Run pnpm approve-builds better-sqlite3 immediately after install. better-sqlite3 compiles a native binary and will not work until the build is approved.

Create src/lib/server/auth.ts before running the CLI. The CLI reads the config to determine the schema. Run it as npx @better-auth/cli generate --config src/lib/server/auth.ts --output schema.sql.

Declare locals.user and locals.session in src/app.d.ts before writing hooks.server.ts. TypeScript needs the ambient declaration before it will accept the assignments.

sveltekitCookies(getRequestEvent) is not optional, and must be the last plugin in the plugins array. Without it, session cookies are silently dropped and sign-in appears to fail with no error message. Without getRequestEvent, you get a TypeScript error and the same silent cookie failure at runtime.

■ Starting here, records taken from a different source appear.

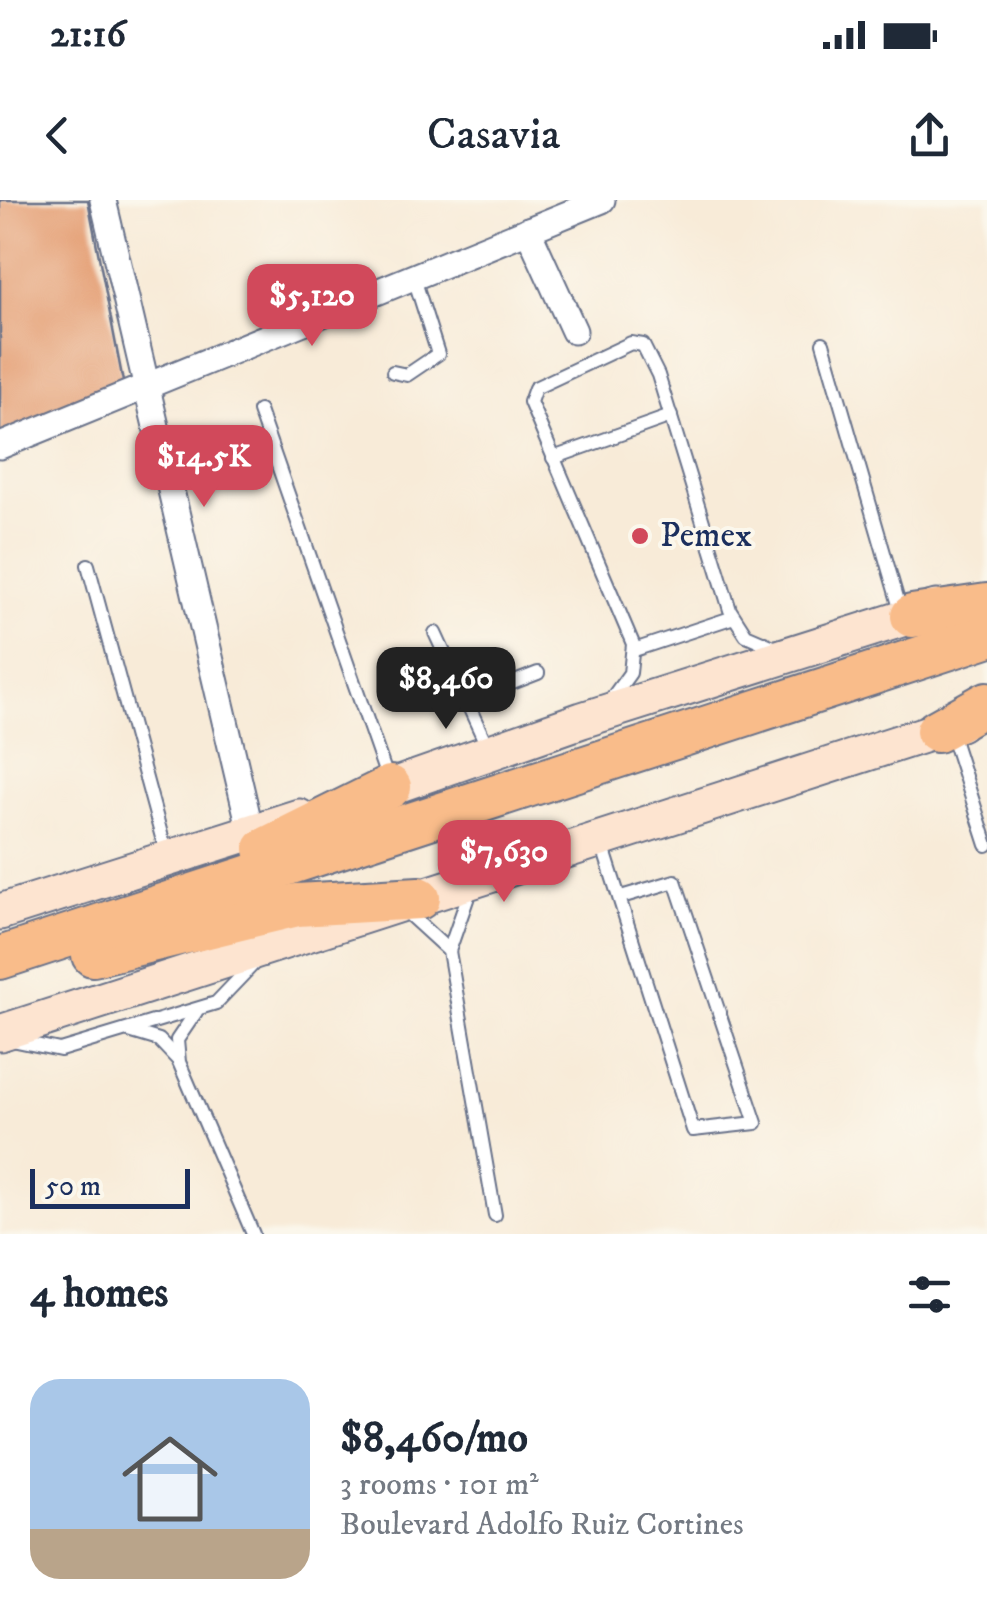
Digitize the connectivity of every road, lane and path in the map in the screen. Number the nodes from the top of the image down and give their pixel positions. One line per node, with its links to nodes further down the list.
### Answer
1 (103, 200): 8 (street)
2 (602, 200): 3 (street)
3 (528, 230): 4 (street); 5 (street)
4 (414, 278): 7 (lane); 8 (street)
5 (574, 331)
6 (823, 343): 17 (lane)
7 (393, 372)
8 (147, 386): 11 (street); 34 (street)
9 (259, 411): 30 (lane)
10 (671, 416): 12 (lane); 12 (lane); 16 (lane)
11 (0, 446)
12 (553, 458): 21 (lane)
13 (88, 565): 33 (lane)
14 (987, 590): 17 (main road)
15 (987, 605): 17 (highway)
16 (734, 617): 20 (lane); 21 (lane)
17 (907, 617): 20 (main road)
18 (435, 633): 24 (lane)
19 (987, 636): 34 (highway)
20 (807, 647): 27 (main road)
21 (634, 650): 27 (lane)
22 (987, 664): 34 (highway)
23 (538, 673): 24 (lane)
24 (466, 700): 29 (lane)
25 (987, 703): 28 (highway)
26 (987, 714): 28 (main road)
27 (582, 720): 29 (main road)
28 (943, 729): 31 (main road); 32 (lane)
29 (490, 751): 30 (main road)
30 (390, 787): 34 (highway)
31 (601, 838): 35 (main road); 36 (lane)
32 (987, 845)
33 (168, 859): 34 (main road); 38 (main road)
34 (277, 868): 37 (highway); 40 (highway)
35 (473, 882): 37 (main road); 41 (lane)
36 (621, 898): 36 (lane)
37 (408, 902): 39 (main road); 41 (lane)
38 (0, 912)
39 (278, 944): 44 (lane); 46 (main road)
40 (76, 946): 42 (highway); 43 (highway)
41 (449, 951): 48 (lane)
42 (0, 958)
43 (0, 984)
44 (207, 1006): 45 (lane); 47 (lane)
45 (122, 1032): 46 (lane); 47 (lane)
46 (0, 1036)
47 (179, 1062): 49 (lane)
48 (495, 1215)
49 (254, 1234)

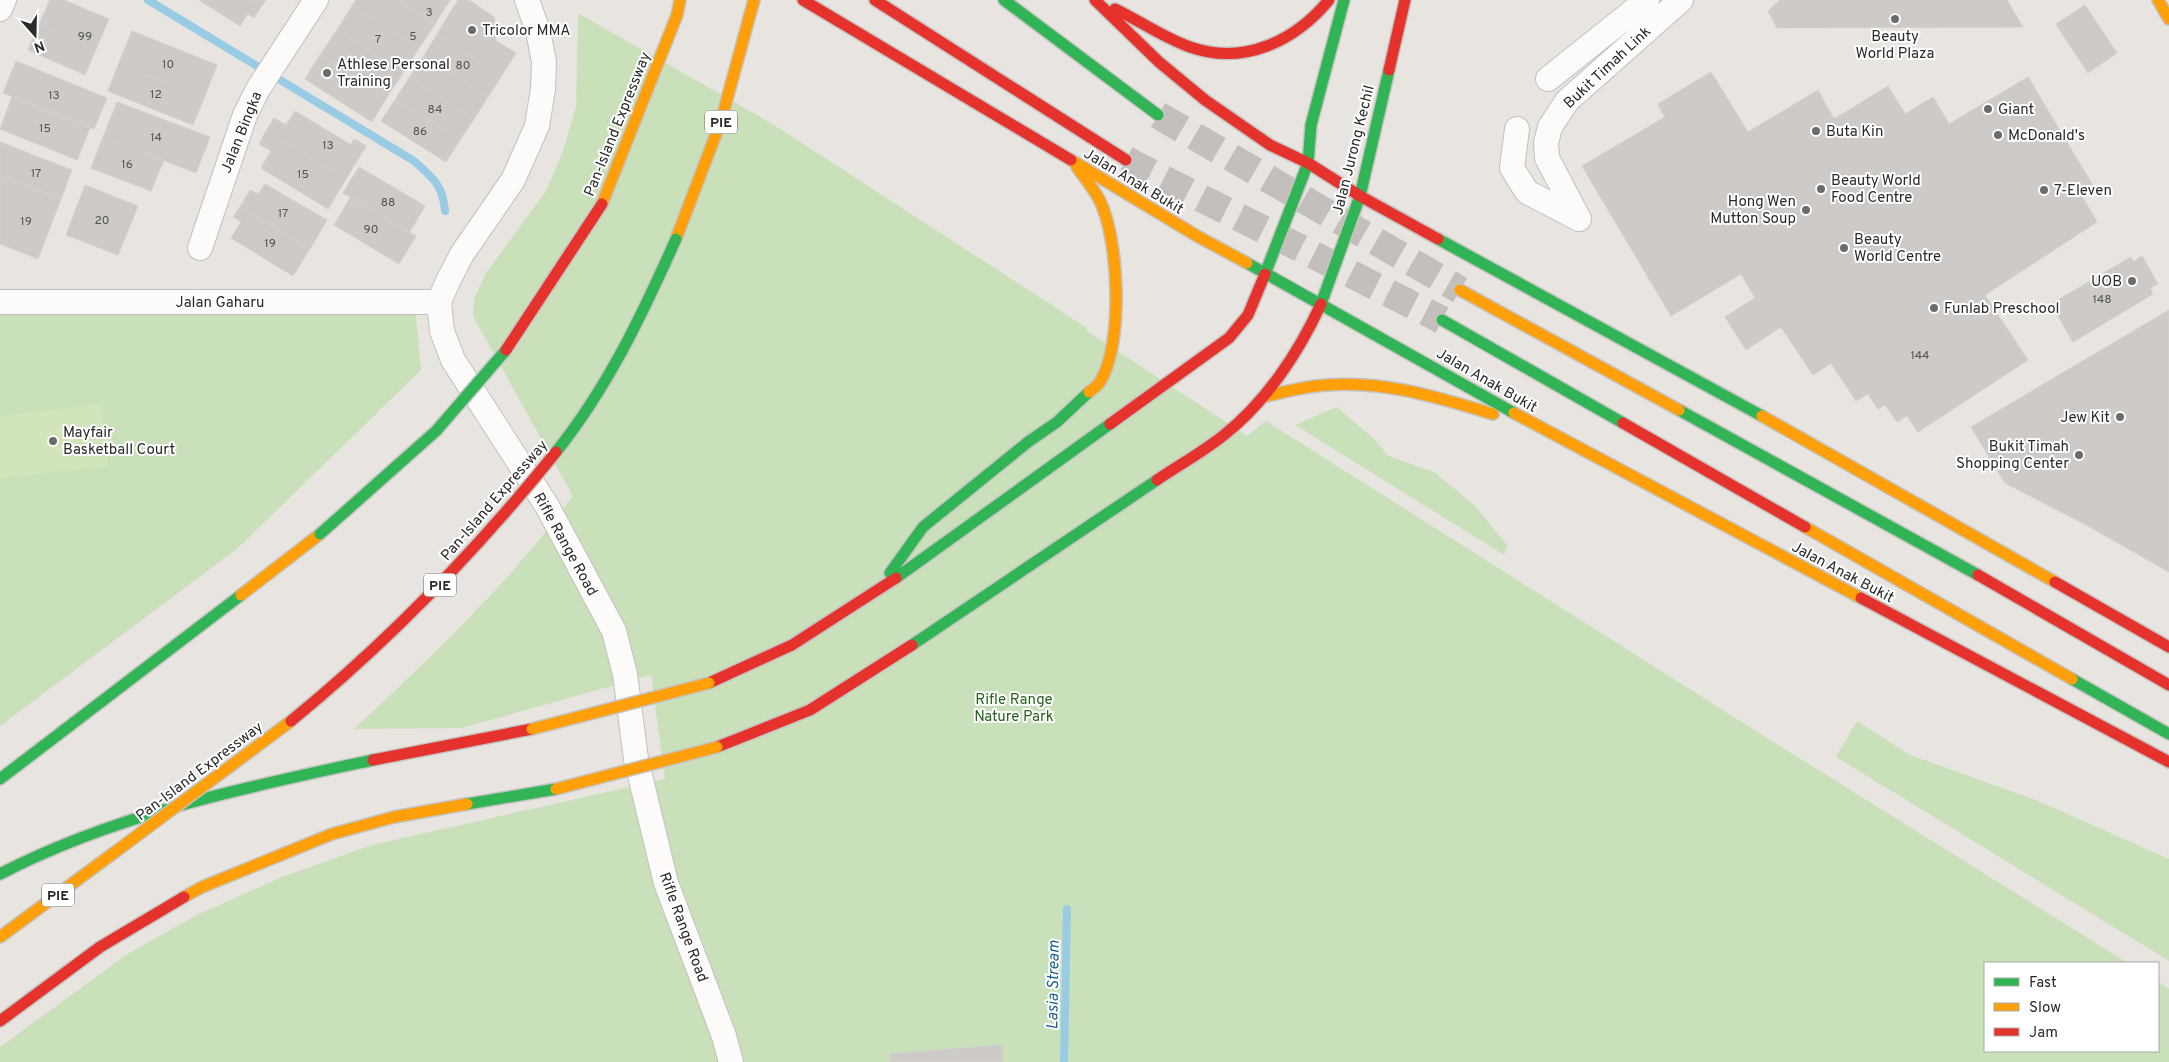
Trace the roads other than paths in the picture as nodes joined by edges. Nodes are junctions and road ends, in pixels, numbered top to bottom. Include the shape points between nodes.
1 (4, 0) edge
2 (316, 0) edge
3 (527, 0) edge
4 (680, 0) edge
5 (754, 0) edge
6 (803, 0) edge
7 (874, 0) edge
8 (1004, 0) edge
9 (1095, 0) edge
10 (1330, 0) edge
11 (1344, 0) edge
12 (1405, 0) edge
13 (1647, 0) edge
14 (1681, 0) edge
15 (2158, 0) edge
16 (0, 9) edge
17 (2169, 19) edge
18 (1548, 79) dead end
19 (1158, 115) tunnel mouth
20 (1516, 129) dead end
21 (1126, 160) tunnel mouth
22 (1074, 162) junction
23 (1308, 163) junction
24 (1360, 196) junction
25 (200, 248) dead end
26 (1265, 274) junction
27 (1460, 290) tunnel mouth
28 (0, 302) edge
29 (439, 302) junction
30 (1321, 304) junction
31 (1442, 320) tunnel mouth
32 (1263, 397) junction
33 (1540, 428) junction
34 (877, 592) junction
35 (2169, 647) edge
36 (2169, 685) edge
37 (2169, 734) edge
38 (2169, 762) edge
39 (0, 778) edge
40 (0, 874) edge
41 (0, 937) edge
42 (0, 1021) edge
43 (732, 1062) edge

1 - 16 street
2 - 25 street, Jalan Bingka via 258,89 234,141
3 - 29 street via 544,62 537,126 513,180 462,254
4 - 39 main road, Pan-Island Expressway, bridge via 677,15 602,204 503,354 436,431 320,534
5 - 41 main road, Pan-Island Expressway / PIE, bridge via 733,86 697,192 644,311 589,408 547,463 438,587 370,653 289,723
6 - 22 main road, Jalan Anak Bukit
7 - 21 main road, Jalan Anak Bukit
8 - 19 main road
9 - 10 main road via 1192,48 1240,53 1275,44 1291,36
9 - 23 main road via 1159,62 1205,100 1270,145
11 - 23 main road via 1311,126
12 - 24 main road, Jalan Jurong Kechil
13 - 18 street, Bukit Timah Link
14 - 20 street, Bukit Timah Link via 1567,101 1550,127 1547,158 1579,219 1527,192 1512,168
15 - 17 main road
22 - 26 main road, Jalan Anak Bukit
22 - 34 main road via 1099,199 1114,251 1117,280 1112,348 1100,382 1057,422 1006,459 924,527
23 - 24 main road
23 - 26 main road
24 - 30 main road, Jalan Jurong Kechil
24 - 35 main road via 1774,423
26 - 30 main road, Jalan Anak Bukit
26 - 34 main road via 1248,315 1229,338
27 - 36 main road via 1910,536
28 - 29 street, Jalan Gaharu
29 - 43 street, Rifle Range Road via 442,331 452,360 547,506 614,630 625,674 636,759 666,883
30 - 32 main road, Jalan Jurong Kechil via 1308,332
30 - 33 main road, Jalan Anak Bukit
31 - 37 main road, Jalan Anak Bukit
32 - 33 main road via 1306,388 1357,383 1435,396
32 - 42 main road, Jalan Jurong Kechil, bridge via 1224,435 1191,458 810,710 717,747 556,790 394,817 332,834 202,887 100,947
33 - 38 main road, Jalan Anak Bukit
34 - 40 main road, bridge via 792,645 709,683 532,729 314,772 137,816 41,852

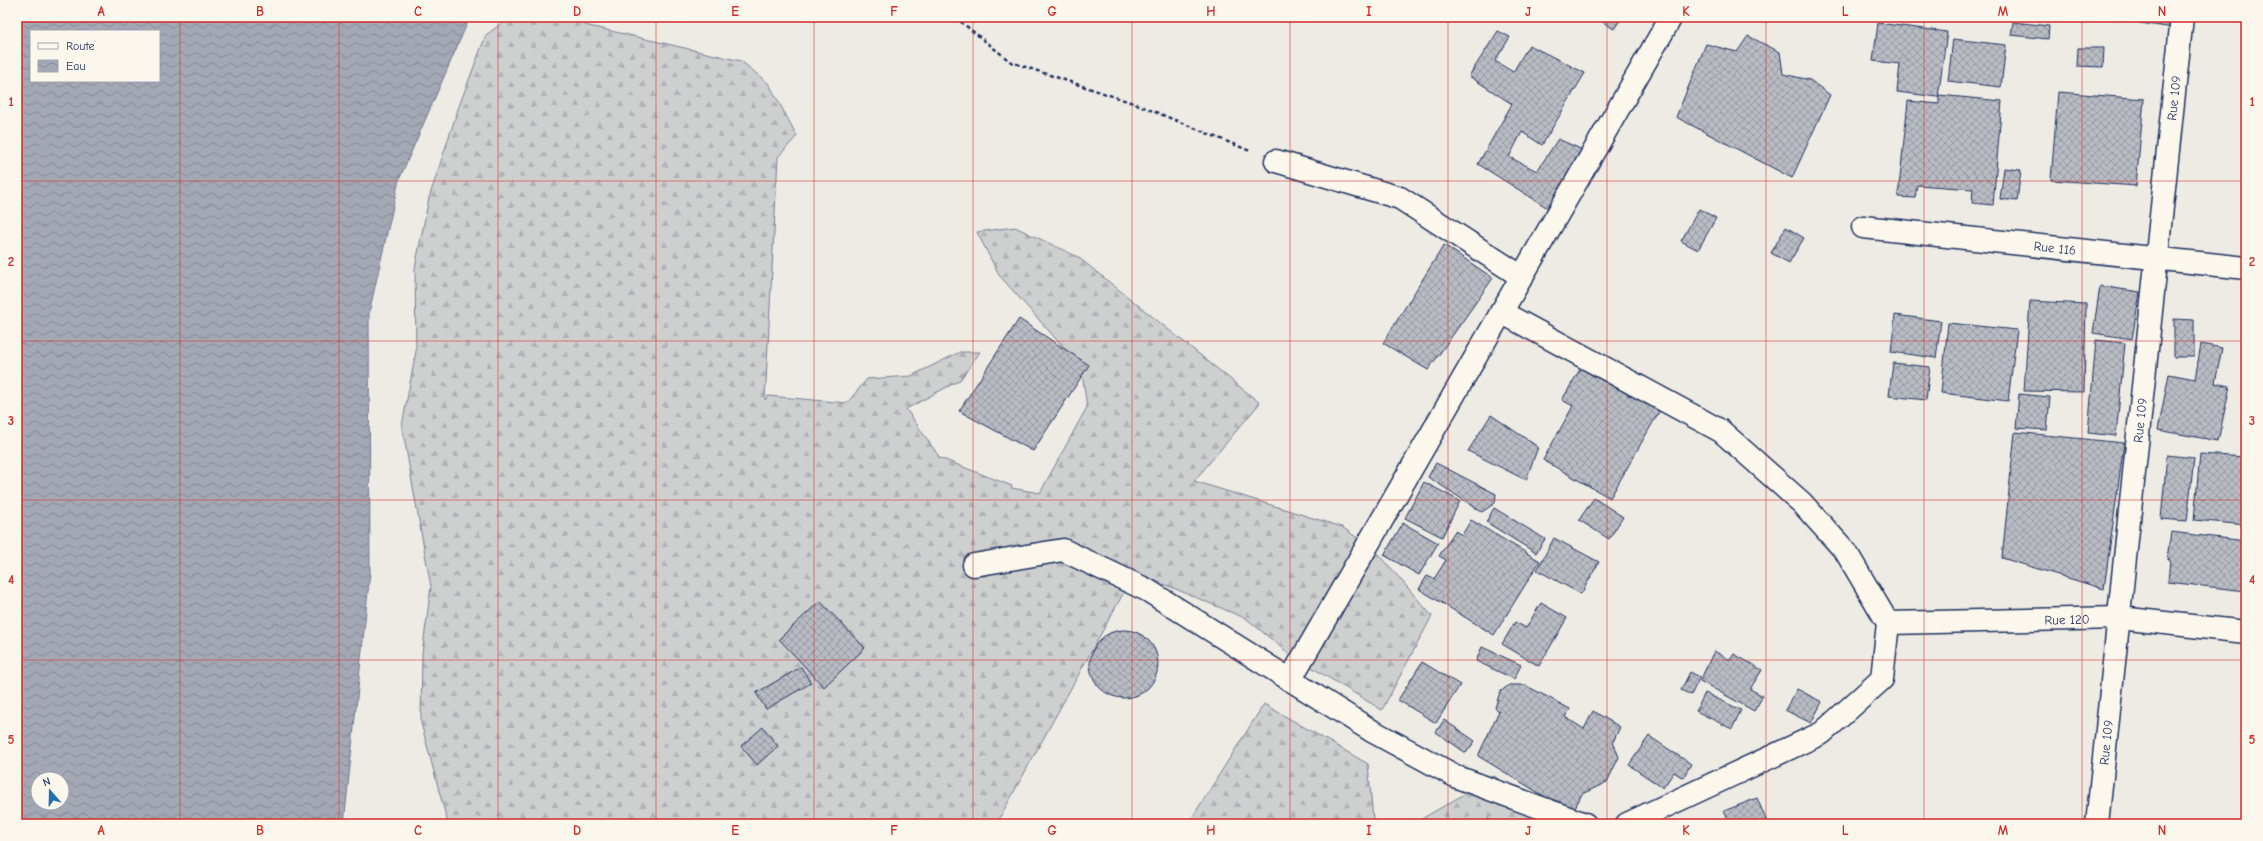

The catch-all route in Step 8 and the getSession call in Step 9 can be replaced by svelteKitHandler from better-auth/svelte-kit, which combines both concerns into a single hook. This article separates them for teaching clarity; better-auth’s own docs recommend the combined approach once you are comfortable with the wiring.

The hook runs once per request and populates locals. Every load function in that request reads from locals, never call getSession a second time inside a load function.

Call invalidateAll() after logout before navigating. Without it, SvelteKit serves the cached load results and the UI stays stuck showing the user as authenticated.

The context in Step 14 uses a Symbol key and typed wrapper functions (setAuthContext / getAuthContext). This prevents key collisions, keeps consumers fully typed, and matches the pattern used throughout the context series. String keys are a footgun: any component that calls setContext('auth', ...) with a different shape silently replaces the value.

Skipping the session lookup for public routes in the hook is a performance optimisation, not a security feature. Route security is enforced by if (!locals.user) redirect(...) inside each protected load function, regardless of what the hook does or does not skip.